The task » From the records below, find each line with the string "Capabilities" and copy it.

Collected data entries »
○ ○ ○

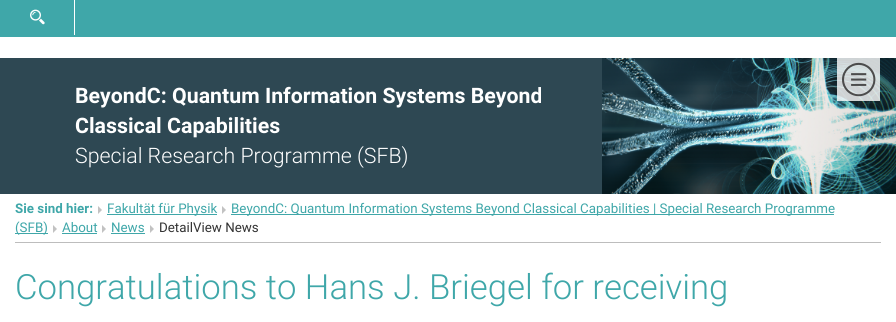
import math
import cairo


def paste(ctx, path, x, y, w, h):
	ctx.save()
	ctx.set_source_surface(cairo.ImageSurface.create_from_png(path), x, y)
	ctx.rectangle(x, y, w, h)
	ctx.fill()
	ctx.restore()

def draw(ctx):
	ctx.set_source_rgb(1, 1, 1)
	ctx.paint()
	ctx.set_source_rgb(0.247, 0.655, 0.663)
	ctx.rectangle(0, 0, 896, 37)
	ctx.fill()
	ctx.set_source_rgb(1, 1, 1)
	ctx.rectangle(74, 0, 1, 35)
	ctx.fill()
	paste(ctx, 'media/1.png', 30, 9, 15, 16)
	paste(ctx, 'media/3.png', 602, 58, 294, 136)
	ctx.set_source_rgba(1, 1, 1, 0.8)
	ctx.rectangle(837, 58, 43, 43)
	ctx.fill()
	paste(ctx, 'media/2.png', 842, 62, 34, 35)
	ctx.set_source_rgb(0.18, 0.282, 0.325)
	ctx.rectangle(0, 58, 602, 136)
	ctx.fill()
	ctx.select_font_face('Roboto', cairo.FONT_SLANT_NORMAL, cairo.FONT_WEIGHT_BOLD)
	ctx.set_font_size(21.3)
	ctx.set_source_rgb(1, 1, 1)
	ctx.move_to(75, 103)
	ctx.show_text('BeyondC: Quantum Information Systems Beyond')
	ctx.move_to(75, 133)
	ctx.show_text('Classical Capabilities')
	ctx.select_font_face('Roboto Light')
	ctx.move_to(75, 163)
	ctx.show_text('Special Research Programme (SFB)')
	ctx.select_font_face('Roboto', cairo.FONT_SLANT_NORMAL, cairo.FONT_WEIGHT_BOLD)
	ctx.set_font_size(13.35)
	ctx.set_source_rgb(0.247, 0.655, 0.663)
	ctx.move_to(15, 213)
	ctx.show_text('Sie sind hier:')
	ctx.rectangle(107, 214, 110, 1)
	ctx.fill()
	ctx.select_font_face('Roboto')
	ctx.move_to(107, 213)
	ctx.show_text('Fakultät für Physik')
	ctx.set_source_rgb(0.761, 0.761, 0.761)
	ctx.new_path()
	ctx.move_to(98, 206)
	ctx.line_to(98, 214)
	ctx.line_to(102, 210)
	ctx.close_path()
	ctx.fill()
	ctx.set_source_rgb(0.247, 0.655, 0.663)
	ctx.rectangle(231, 214, 603, 1)
	ctx.fill()
	ctx.move_to(231, 213)
	ctx.show_text('BeyondC: Quantum Information Systems Beyond Classical Capabilities | Special Research Programme')
	ctx.set_source_rgb(0.761, 0.761, 0.761)
	ctx.new_path()
	ctx.move_to(222, 206)
	ctx.line_to(222, 214)
	ctx.line_to(226, 210)
	ctx.close_path()
	ctx.fill()
	ctx.set_source_rgb(0.247, 0.655, 0.663)
	ctx.rectangle(15, 233, 33, 1)
	ctx.fill()
	ctx.move_to(15, 232)
	ctx.show_text('(SFB)')
	ctx.move_to(62, 232)
	ctx.show_text('About')
	ctx.set_source_rgb(0.761, 0.761, 0.761)
	ctx.new_path()
	ctx.move_to(53, 225)
	ctx.line_to(53, 233)
	ctx.line_to(57, 229)
	ctx.close_path()
	ctx.fill()
	ctx.set_source_rgb(0.247, 0.655, 0.663)
	ctx.rectangle(62, 233, 35, 1)
	ctx.fill()
	ctx.move_to(111, 232)
	ctx.show_text('News')
	ctx.set_source_rgb(0.761, 0.761, 0.761)
	ctx.new_path()
	ctx.move_to(102, 225)
	ctx.line_to(102, 233)
	ctx.line_to(106, 229)
	ctx.close_path()
	ctx.fill()
	ctx.set_source_rgb(0.247, 0.655, 0.663)
	ctx.rectangle(111, 233, 34, 1)
	ctx.fill()
	ctx.set_source_rgb(0.2, 0.2, 0.2)
	ctx.move_to(159, 232)
	ctx.show_text('DetailView News')
	ctx.set_source_rgb(0.761, 0.761, 0.761)
	ctx.new_path()
	ctx.move_to(150, 225)
	ctx.line_to(150, 233)
	ctx.line_to(154, 229)
	ctx.close_path()
	ctx.fill()
	ctx.set_source_rgb(0.741, 0.741, 0.741)
	ctx.rectangle(15, 242, 866, 1)
	ctx.fill()
	ctx.select_font_face('Roboto Light')
	ctx.set_font_size(34.7)
	ctx.set_source_rgb(0.247, 0.655, 0.663)
	ctx.move_to(15, 299)
	ctx.show_text('Congratulations to Hans J. Briegel for receiving')


surface = cairo.ImageSurface(cairo.FORMAT_RGB24, 896, 322)
ctx = cairo.Context(surface)
options = cairo.FontOptions()
options.set_hint_metrics(cairo.HINT_METRICS_OFF)
options.set_hint_style(cairo.HINT_STYLE_NONE)
ctx.set_font_options(options)
ctx.set_miter_limit(4)
draw(ctx)
surface.write_to_png('image.png')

○ ○ ○

The completed task »
	ctx.show_text('Classical Capabilities')
	ctx.show_text('BeyondC: Quantum Information Systems Beyond Classical Capabilities | Special Research Programme')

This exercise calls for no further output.